Assuming the user has chosen a valid model for their data, a commn problem is simply poor starting values. So my answer here will attempt to explain what hapens, to show why things sometimes go astray.
I'll use the curve fitting toolbox for my examples, mainly because it is a nice tool that handles this sort of problem well and makes plots easily, but the stats TB or the optimization TB can do as nicely.
(If others wish to add their own answer to this question, feel free.)

John D'Errico on 10 Oct 2021
Suppose I wish to fit some data to a simple exponential model. I'll make up some data, then add moderate noise to the data.
X = rand(50,1)/10;
a0 = 3; % ground truth coefficients
b0 = 0.5;
c0 = -20;
Y = a0 + b0*exp(c0*X) + randn(size(X))/40;
plot(X,Y,'o')
grid on
xlabel X
ylabel Y Note that data with high noise is often a difficult problem. Large residual nonlienar least squares problems will often be poorly convergent. You will then need GREAT starting values to have a chance at a fit, but also robust methods may help, perhaps using an iterative scheme that downweights the data points with the largest residuals. (Commonly known as iteratively reweighted nonlinear least squares.)
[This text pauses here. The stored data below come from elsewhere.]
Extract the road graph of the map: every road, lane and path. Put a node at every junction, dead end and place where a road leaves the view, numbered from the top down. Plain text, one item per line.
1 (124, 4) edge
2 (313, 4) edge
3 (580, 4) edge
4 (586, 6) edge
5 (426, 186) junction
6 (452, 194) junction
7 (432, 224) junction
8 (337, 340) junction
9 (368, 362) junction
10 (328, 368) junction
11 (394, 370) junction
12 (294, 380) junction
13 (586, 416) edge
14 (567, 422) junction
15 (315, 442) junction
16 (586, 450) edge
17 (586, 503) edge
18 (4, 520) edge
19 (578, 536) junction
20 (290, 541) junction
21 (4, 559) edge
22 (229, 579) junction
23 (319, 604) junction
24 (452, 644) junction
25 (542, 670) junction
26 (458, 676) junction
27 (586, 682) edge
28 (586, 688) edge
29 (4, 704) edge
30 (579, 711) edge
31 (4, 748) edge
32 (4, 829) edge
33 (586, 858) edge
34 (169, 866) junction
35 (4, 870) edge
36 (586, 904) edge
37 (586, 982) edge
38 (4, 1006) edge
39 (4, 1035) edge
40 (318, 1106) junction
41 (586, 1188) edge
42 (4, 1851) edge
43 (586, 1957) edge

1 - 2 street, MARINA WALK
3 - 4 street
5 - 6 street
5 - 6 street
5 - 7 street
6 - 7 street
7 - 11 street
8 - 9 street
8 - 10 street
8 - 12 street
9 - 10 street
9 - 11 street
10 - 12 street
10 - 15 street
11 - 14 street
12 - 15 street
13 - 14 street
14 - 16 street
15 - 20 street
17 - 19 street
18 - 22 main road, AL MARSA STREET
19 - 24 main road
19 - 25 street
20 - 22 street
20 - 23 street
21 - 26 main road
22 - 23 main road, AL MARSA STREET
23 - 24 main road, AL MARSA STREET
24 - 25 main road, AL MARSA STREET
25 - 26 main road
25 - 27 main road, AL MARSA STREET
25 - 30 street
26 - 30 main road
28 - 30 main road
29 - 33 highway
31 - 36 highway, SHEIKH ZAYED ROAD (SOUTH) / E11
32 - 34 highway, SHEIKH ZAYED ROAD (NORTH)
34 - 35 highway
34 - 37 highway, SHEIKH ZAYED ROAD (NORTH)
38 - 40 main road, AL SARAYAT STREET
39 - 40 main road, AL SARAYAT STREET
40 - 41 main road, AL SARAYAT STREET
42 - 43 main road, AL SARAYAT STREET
The data I show above is not too bad. There is a reasonable signal present, certainly so in context of the amount of data. Having too little data is a VERY common problem. However, I can only remember one client over many years of consulting I ever came across where they willingly gave me more data than I wanted.
So imagine we wish to fit the curve above using the curve fitting toolbox? Surely this is a simple problem, and the CFTB should hve no problem at all in the fit.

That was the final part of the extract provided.